**Structured pose outputs**.
——————

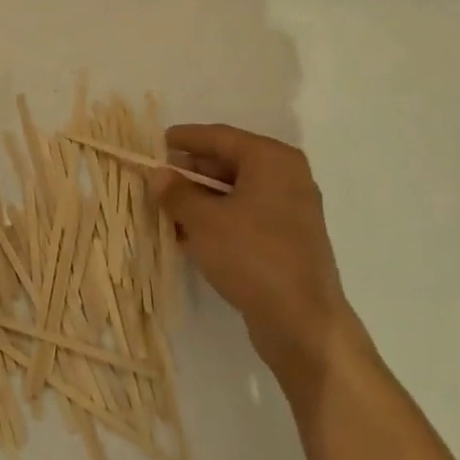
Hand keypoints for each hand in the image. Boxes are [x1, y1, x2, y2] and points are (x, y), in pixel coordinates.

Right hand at [152, 124, 355, 373]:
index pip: (220, 137)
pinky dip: (218, 219)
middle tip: (158, 178)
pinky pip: (245, 216)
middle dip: (192, 171)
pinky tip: (189, 233)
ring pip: (236, 192)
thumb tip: (159, 175)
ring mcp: (291, 210)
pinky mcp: (288, 240)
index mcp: (272, 160)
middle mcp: (286, 177)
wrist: (302, 322)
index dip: (186, 138)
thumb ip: (177, 192)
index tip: (157, 142)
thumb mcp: (203, 220)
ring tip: (166, 207)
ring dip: (201, 198)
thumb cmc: (251, 255)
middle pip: (229, 163)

——————

**What is expected**. When pictures appear among the entries, skip them and copy all remaining text precisely.

**Your response**.
Hand keypoints for each hand in the image. Boxes are [x1, y1, x2, y2] and points are (x, y), in pixel coordinates.

Right hand at [152, 124, 355, 373]:
index pip: (220, 137)
pinky dip: (218, 219)
middle tip: (158, 178)
pinky pip: (245, 216)
middle dip: (192, 171)
pinky tip: (189, 233)
ring pip: (236, 192)
thumb tip: (159, 175)
ring mcp: (291, 210)
pinky mcp: (288, 240)
index mcp: (272, 160)
middle mcp: (286, 177)
wrist: (302, 322)
index dip: (186, 138)
thumb ip: (177, 192)
index tip: (157, 142)
thumb mcp: (203, 220)
ring tip: (166, 207)
ring dip: (201, 198)
thumb cmc: (251, 255)
middle pip: (229, 163)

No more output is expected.